The smash hit HBO series Game of Thrones had up to 16 million viewers for its most-watched episodes last year. Fans love the combination of grim political scheming and bloodshed mixed with elements of the fantastic like fire-breathing dragons, ice wights, and miraculous resurrections. However, Westeros has come and gone from our television screens until possibly 2019. True fans will already know (and may already have read) that the series was inspired by the A Song of Ice and Fire novels by George R.R. Martin. The series includes five published volumes and two more still to come. But what’s a GoT fan to do if you’ve already read those and still want more? If you’re pining for another glimpse of dragons or longing for another opportunity to lose yourself in literary political intrigue, here are four book series to check out while you wait.
- The Dragonriders of Pern
Daenerys may be the Mother of Dragons on Game of Thrones, but fans of this classic sci-fi and fantasy series have been reading about the bond between dragons and humans since Dragonflight was published in 1968. The series now contains 30 books that stretch over thousands of years and combine elements of hard science fiction (think space travel and genetic engineering) with the kind of fantasy dreams are made of – heroic battles, a low-technology feudal society, and dragon-rider pairs wed through a lifelong, telepathic bond. Purists prefer the books written solely by Anne McCaffrey, the creator of the series and the first woman to win a Hugo Award or a Nebula Award. Her son Todd co-wrote some Pern books with her and wrote some alone after her death in 2011. If you have a YA reader, try starting them out with the Harper Hall Trilogy (Dragonsong, Dragonsinger, and Dragondrums). These novels are a great introduction into the complex world of Pern, which has its own customs, vocabulary, and complex social structure.
- Wolf Hall
If you’re like yeah yeah, the dragons are great, but what I really love is the political intrigue – then Wolf Hall is the series for you. Comprising two acclaimed novels by Hilary Mantel, Wolf Hall and Bring Up the Bodies, this series focuses on the dramatic court of King Henry VIII during the 1500s. The first novel features the intrepid and cunning Thomas Cromwell and details his attempts to stay one step ahead of the executioner’s axe as he counsels England’s king through one crisis and the next. Bring Up the Bodies focuses on the tragic tale of Anne Boleyn and her dramatic trial for adultery and treason. Both novels were loved by critics; each book won the Man Booker Prize in the year it was nominated, Wolf Hall in 2009, and Bring Up the Bodies in 2012. As a bonus, these books have also been made into a television show – PBS Masterpiece aired Wolf Hall in 2015. Starring Mark Rylance, Claire Foy, and Damian Lewis, the show won the Peabody Award and a Golden Globe in 2016.
- The Baroque Cycle
Martin’s A Song of Ice and Fire novels are known for their realism, their obsession with detail, and their incredible length. Steampunk star Neal Stephenson has achieved a similar feat with his epic trilogy The Baroque Cycle. Featuring Quicksilver, The Confusion, and The System of the World, these novels detail advancements in society and technology throughout Europe during the 18th century. Although the novels feature real historical figures such as Isaac Newton, Oliver Cromwell, and William of Orange and discuss actual historical events, Stephenson considers them to be works of science fiction because of some... shall we say "unusual" elements. The novels were critically well-received and won several awards including the Arthur C. Clarke Award and the Locus Award.

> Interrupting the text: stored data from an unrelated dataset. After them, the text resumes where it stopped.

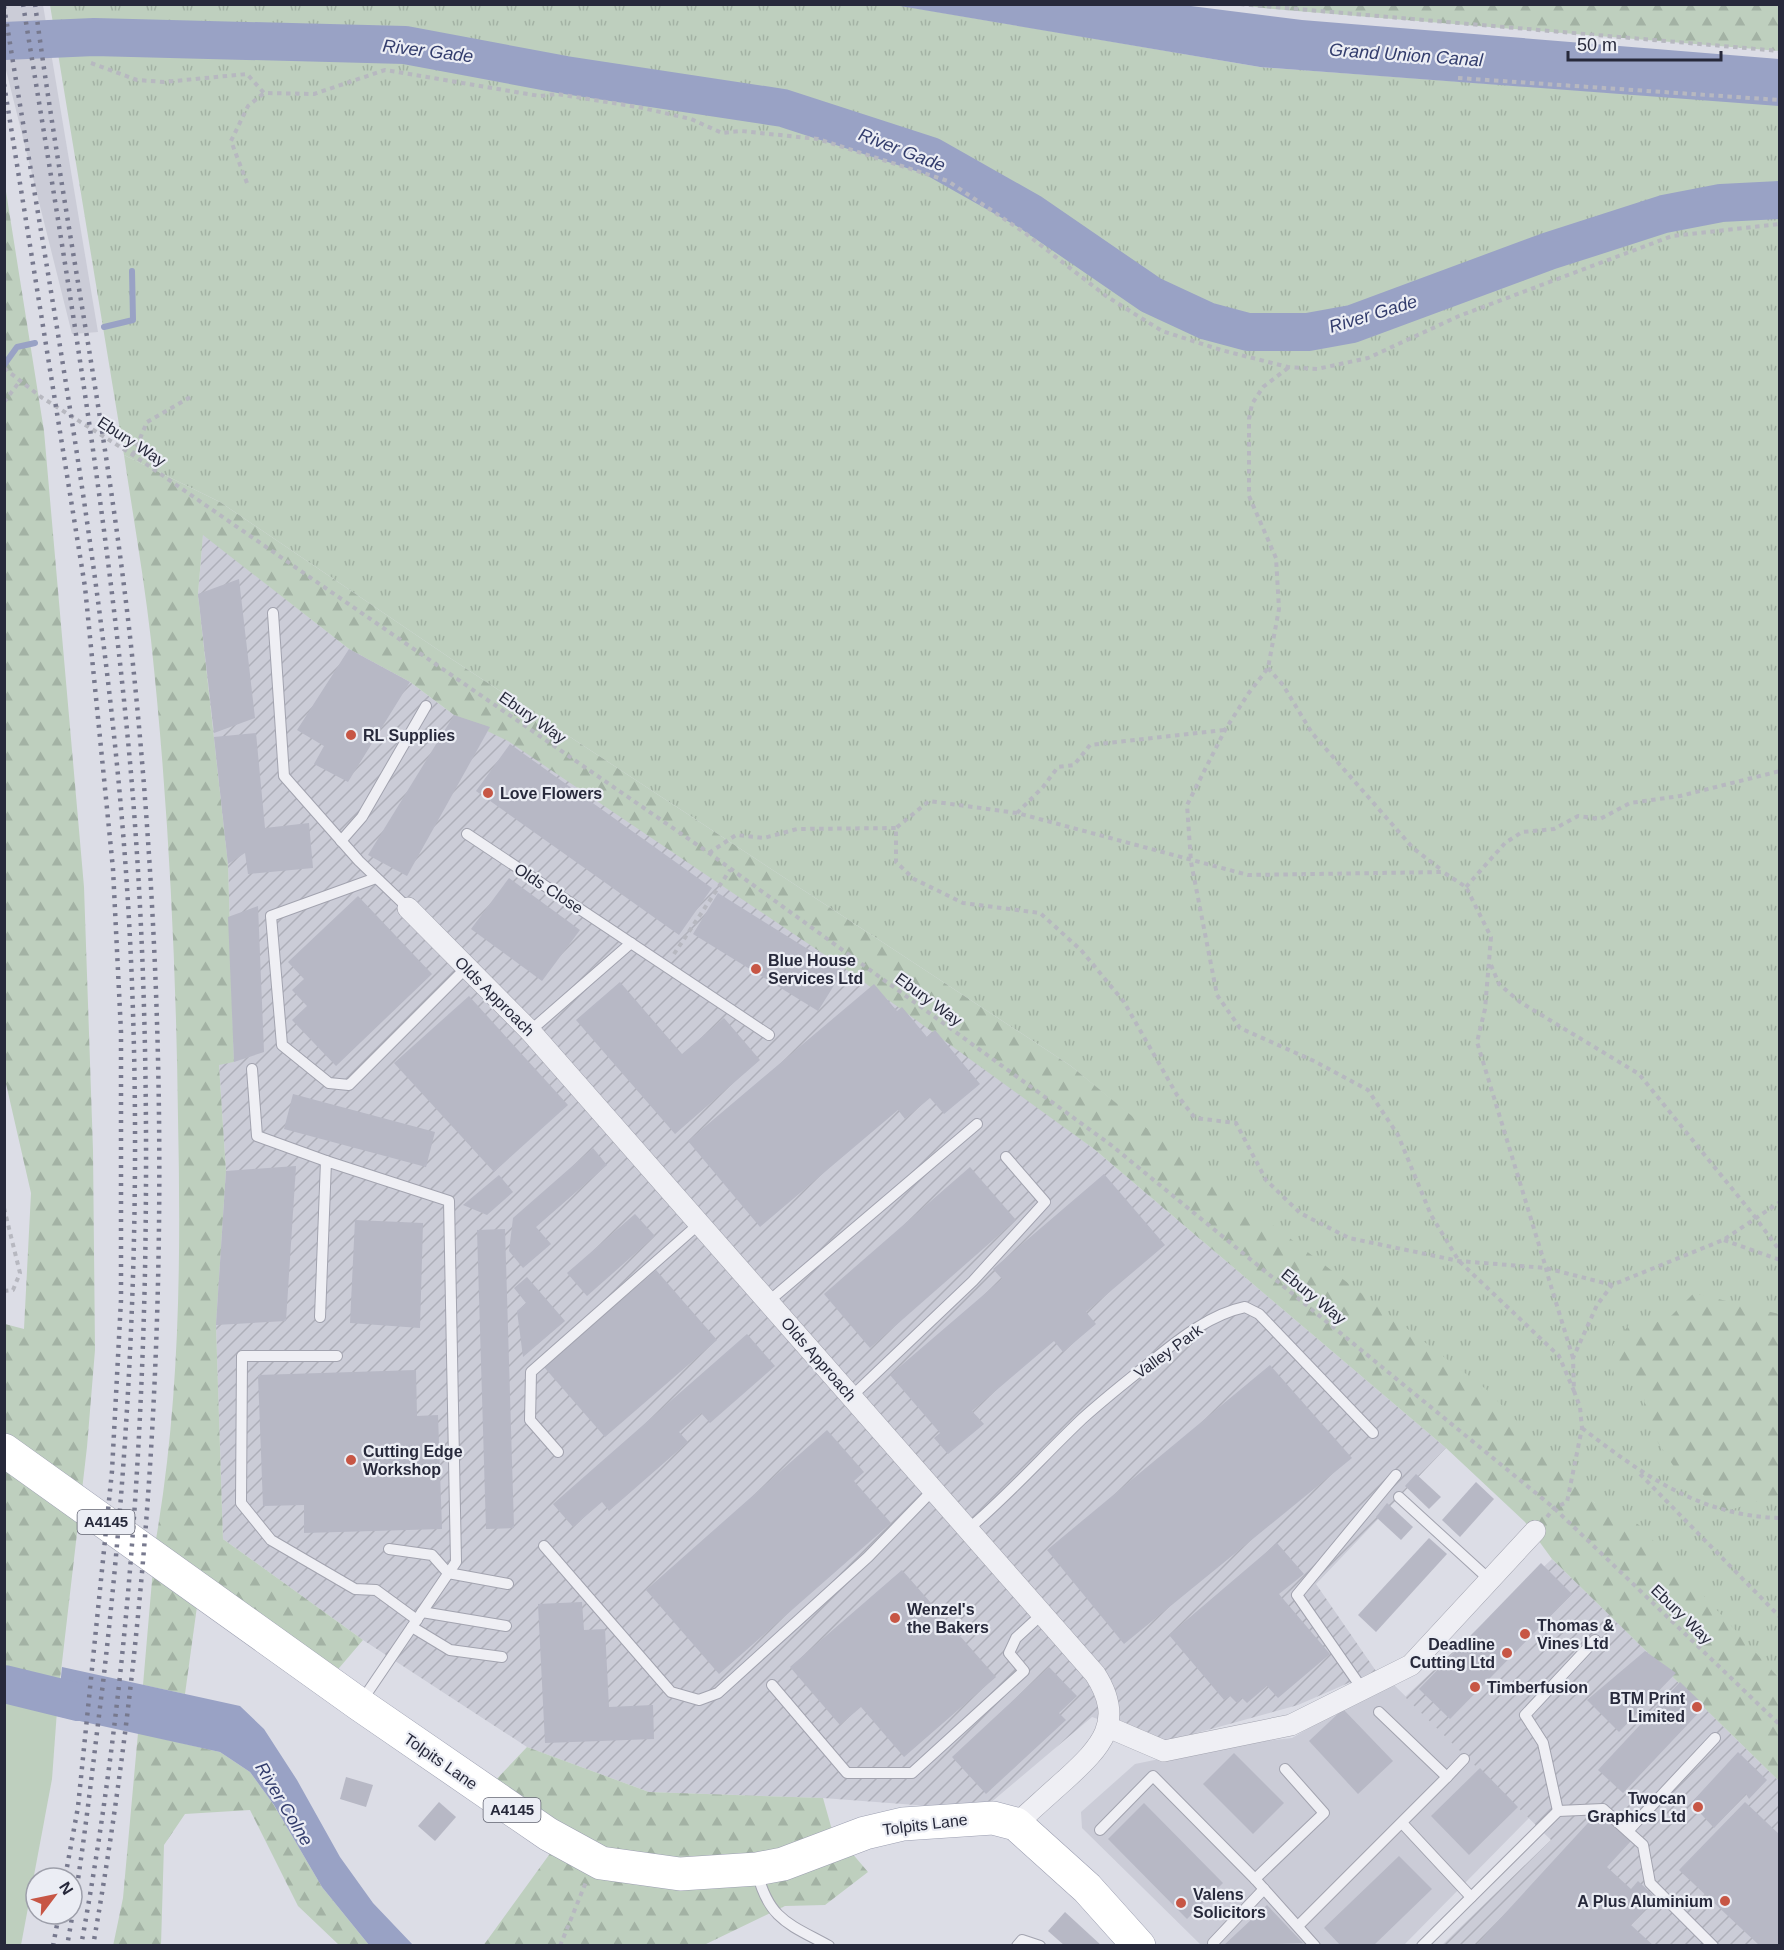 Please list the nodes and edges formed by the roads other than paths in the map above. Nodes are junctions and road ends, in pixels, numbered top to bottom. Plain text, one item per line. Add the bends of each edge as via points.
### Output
1 (273, 613) dead end
2 (426, 706) dead end
3 (467, 834) dead end
4 (340, 841) junction
5 (376, 878) junction
6 (408, 908) joint
7 (631, 942) junction
8 (467, 967) junction
9 (530, 1031) junction
10 (769, 1035) dead end
11 (252, 1069) dead end
12 (977, 1124) dead end
13 (1006, 1157) dead end
14 (326, 1161) junction
15 (700, 1223) junction
16 (769, 1301) junction
17 (320, 1317) dead end
18 (338, 1356) dead end
19 (851, 1397) junction
20 (1373, 1432) dead end
21 (4, 1450) edge
22 (558, 1452) dead end
23 (1395, 1476) dead end
24 (932, 1491) junction
25 (1399, 1497) dead end
26 (966, 1530) junction
27 (1535, 1531) dead end
28 (544, 1546) dead end
29 (389, 1549) dead end
30 (448, 1573) junction
31 (1491, 1581) junction
32 (508, 1584) dead end
33 (1041, 1615) junction
34 (417, 1620) junction
35 (506, 1626) dead end
36 (1595, 1640) dead end
37 (502, 1657) dead end
38 (772, 1685) dead end
39 (1363, 1690) junction
40 (359, 1704) junction
41 (1379, 1712) dead end
42 (1108, 1727) junction
43 (1715, 1738) dead end
44 (1464, 1760) dead end
45 (1285, 1769) dead end
46 (1446, 1777) junction
47 (1558, 1811) junction
48 (1402, 1823) junction
49 (1016, 1824) junction
50 (1100, 1830) dead end
51 (1628, 1831) junction
52 (756, 1869) junction
53 (1255, 1879) junction
54 (1264, 1888) junction
55 (1471, 1897) junction
56 (1299, 1925) junction
57 (1213, 1943) dead end
58 (829, 1946) edge
59 (1017, 1946) edge
60 (1040, 1946) edge
61 (1139, 1946) edge
62 (1316, 1946) edge
63 (1422, 1946) edge
64 (1713, 1946) edge

1 - 4 lane via 284,776
2 - 4 lane via 362,817
3 - 7 lane, Olds Close
4 - 5 lane
5 - 6 lane
5 - 8 lane via 271,916 282,1045 329,1083 349,1085
6 - 8 street, Olds Approach
7 - 9 lane
7 - 10 lane, Olds Close
8 - 9 street, Olds Approach
9 - 15 street, Olds Approach
11 - 14 lane via 257,1136
12 - 16 lane
13 - 19 lane via 1045,1202 973,1281
14 - 17 lane
14 - 30 lane via 449,1201 456,1562
15 - 16 street, Olds Approach
15 - 22 lane via 531,1372 530,1420
16 - 19 street, Olds Approach
18 - 34 lane via 242,1356 241,1503 271,1540 355,1589 376,1590
19 - 24 street, Olds Approach
20 - 26 lane, Valley Park via 1259,1314 1245,1307 1228,1311 1187,1335 1132,1377 1082,1419 996,1506
21 - 40 main road, Tolpits Lane / A4145
23 - 39 lane via 1297,1595
24 - 26 street, Olds Approach
24 - 28 lane via 868,1557 718,1693 699,1700 671,1692
25 - 31 lane
26 - 33 street, Olds Approach
27 - 31 street
29 - 30 lane via 432,1554
30 - 32 lane
30 - 34 lane
31 - 39 street via 1411,1665
33 - 38 lane via 1016,1638 1009,1653 1024,1671 912,1773 847,1773
33 - 42 street, Olds Approach via 1103,1687 1110,1710
34 - 35 lane
34 - 37 lane via 450,1650
34 - 40 lane
36 - 47 lane via 1525,1715 1543,1743
39 - 42 street via 1291,1725 1164,1751
40 - 52 main road, Tolpits Lane / A4145 via 548,1834 601,1863 680,1874
41 - 46 lane
42 - 49 street via 1088,1759
43 - 51 lane
44 - 46 lane
45 - 53 lane via 1324,1813
46 - 48 lane
47 - 51 lane via 1603,1809
47 - 55 lane
48 - 55 lane
48 - 56 lane
49 - 52 main road, Tolpits Lane / A4145 via 993,1818 903,1824 865,1833 783,1864
49 - 61 main road via 1087,1888
50 - 53 lane via 1153,1776
51 - 64 lane via 1642,1845 1650,1883
52 - 58 lane via 763,1897 782,1921
53 - 54 lane
54 - 56 lane
54 - 57 lane
55 - 63 lane
56 - 62 lane
59 - 60 lane via 1022,1940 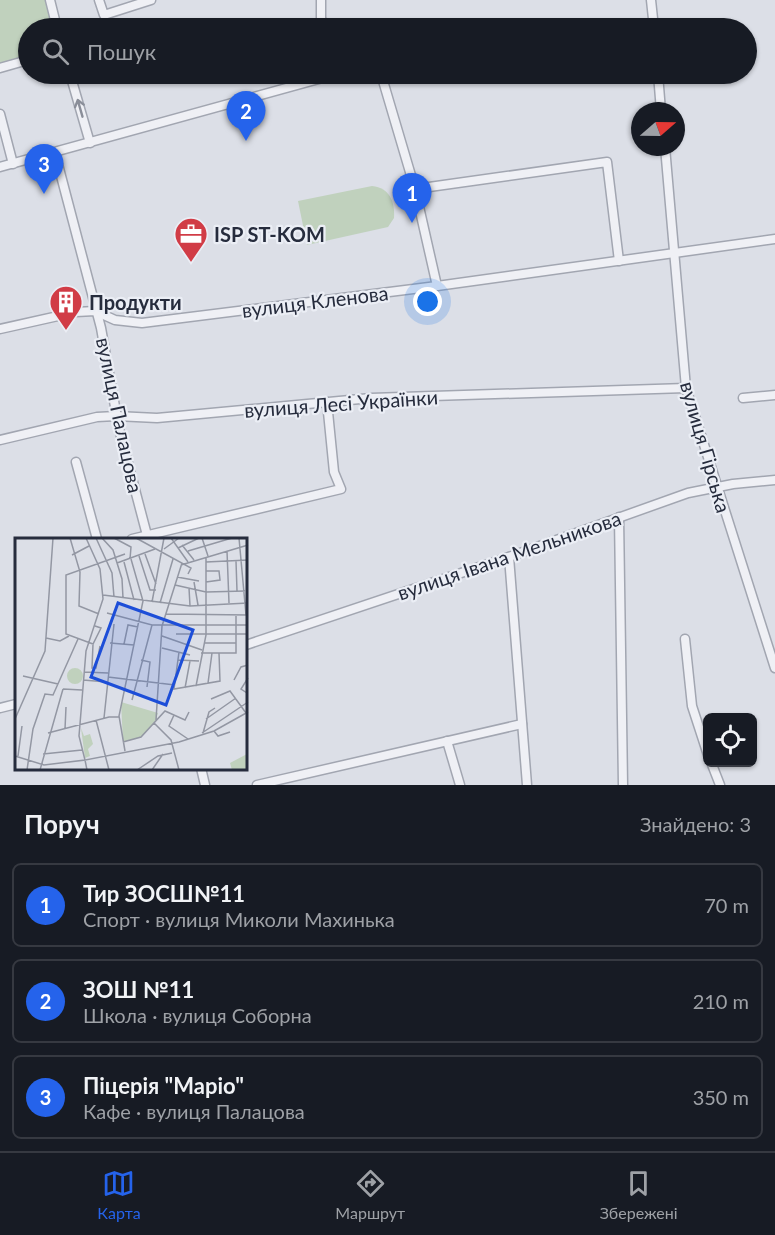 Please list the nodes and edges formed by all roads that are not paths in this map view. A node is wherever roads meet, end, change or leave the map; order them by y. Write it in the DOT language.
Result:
graph roads {
  1 [pos="50,0"];
  2 [pos="99,0"];
  3 [pos="151,0"];
  4 [pos="321,0"];
  5 [pos="651,0"];
  6 [pos="54,18"];
  7 [pos="321,18"];
  8 [pos="653,18"];
  9 [pos="18,63"];
  10 [pos="0,68"];
  11 [pos="73,84"];
  12 [pos="301,84"];
  13 [pos="384,84"];
  14 [pos="659,84"];
  15 [pos="661,102"];
  16 [pos="0,114"];
  17 [pos="90,143"];
  18 [pos="55,153"];
  19 [pos="666,156"];
  20 [pos="13,164"];
  21 [pos="0,167"];
  22 [pos="415,189"];
  23 [pos="775,239"];
  24 [pos="674,253"];
  25 [pos="619,261"];
  26 [pos="437,286"];
  27 [pos="95,311"];
  28 [pos="0,329"];
  29 [pos="686,388"];
  30 [pos="775,395"];
  31 [pos="743,398"];
  32 [pos="327,402"];
  33 [pos="116,416"];
  34 [pos="0,440"];
  35 [pos="76,462"];
  36 [pos="775,480"];
  37 [pos="716,487"];
  38 [pos="619,517"];
  39 [pos="148,537"];
  40 [pos="97,538"];
  41 [pos="508,557"];
  42 [pos="685,639"];
  43 [pos="248,644"];
  44 [pos="775,668"];
  45 [pos="15,704"];
  46 [pos="0,708"];
  47 [pos="522,724"];
  48 [pos="703,740"];
  49 [pos="447,741"];
  50 [pos="713,767"];
  51 [pos="201,770"];
  52 [pos="205,785"];
  53 [pos="257,785"];
  54 [pos="460,785"];
  55 [pos="527,785"];
  56 [pos="622,785"];
  57 [pos="720,785"];
  1 -- 6 [label="street"];
  2 -- 3 [label="street"];
  4 -- 7 [label="street"];
  5 -- 8 [label="street"];
  9 -- 10 [label="street"];
  17 -- 11 [label="street, one-way"];
  12 -- 17 [label="street"];
  13 -- 22 [label="street"];
  14 -- 15 [label="street"];
  16 -- 20 [label="street"];
  17 -- 18 [label="street"];
  18 -- 20 [label="street"];
  18 -- 27 [label="street, вулиця Палацова"];
  19 -- 24 [label="street, вулиця Гірська"];
  20 -- 21 [label="street"];
  22 -- 25 [label="street"];
  22 -- 26 [label="street"];
  23 -- 24 [label="street, вулиця Кленова"];
  24 -- 25 [label="street, вулиця Кленова"];
  24 -- 29 [label="street, вулиця Гірська"];
  25 -- 26 [label="street, вулиця Кленова"];
  26 -- 27 [label="street, вулиця Кленова"];
  27 -- 28 [label="street, вулиця Кленова"];
  27 -- 33 [label="street, вулиця Палацова"];
  29 -- 32 [label="street, вулиця Лесі Українки"];
  29 -- 37 [label="street, вулиця Гірська"];
  30 -- 31 [label="street"];
  32 -- 33 [label="street, вулиця Лесі Українки"];
  32 -- 39 [label="street"];
  33 -- 34 [label="street, вулиця Лесі Українки"];
  33 -- 39 [label="street, вулиця Палацова"];
  35 -- 40 [label="street"];
  36 -- 37 [label="street, вулиця Івана Мельникова"];
  37 -- 38 [label="street, вулиця Івана Мельникова"];
  37 -- 44 [label="street, вулиця Гірська"];
  38 -- 41 [label="street, вулиця Івана Мельникова"];
  38 -- 56 [label="street"];
  41 -- 43 [label="street, вулиця Івана Мельникова"];
  41 -- 47 [label="street"];
  42 -- 48 [label="street"];
  45 -- 46 [label="street"];
  47 -- 49 [label="street"];
  47 -- 55 [label="street"];
  49 -- 53 [label="street"];
  49 -- 54 [label="street"];
  50 -- 57 [label="street"];
  51 -- 52 [label="street"];
}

- The Kingkiller Chronicle
An incomplete heroic fantasy series with a legion of fans – sound familiar? No, it’s not A Song of Ice and Fire – it’s Patrick Rothfuss’ The Kingkiller Chronicle, a planned trilogy that is quickly gaining popularity among readers. There are two published books, The Name of the Wind and The Wise Man’s Fear, plus a planned third book that will reportedly be called Doors of Stone. The story focuses on Kvothe, a mysterious musician and adventurer who becomes a powerful wizard. Need more convincing? Rothfuss included a short story set in-universe in George R.R. Martin’s Rogues, a collection of fantasy stories with similarities to Game of Thrones, and The Name of the Wind is set to become a major motion picture as well as television series with none other than Hamilton mastermind Lin-Manuel Miranda on tap as a creative producer.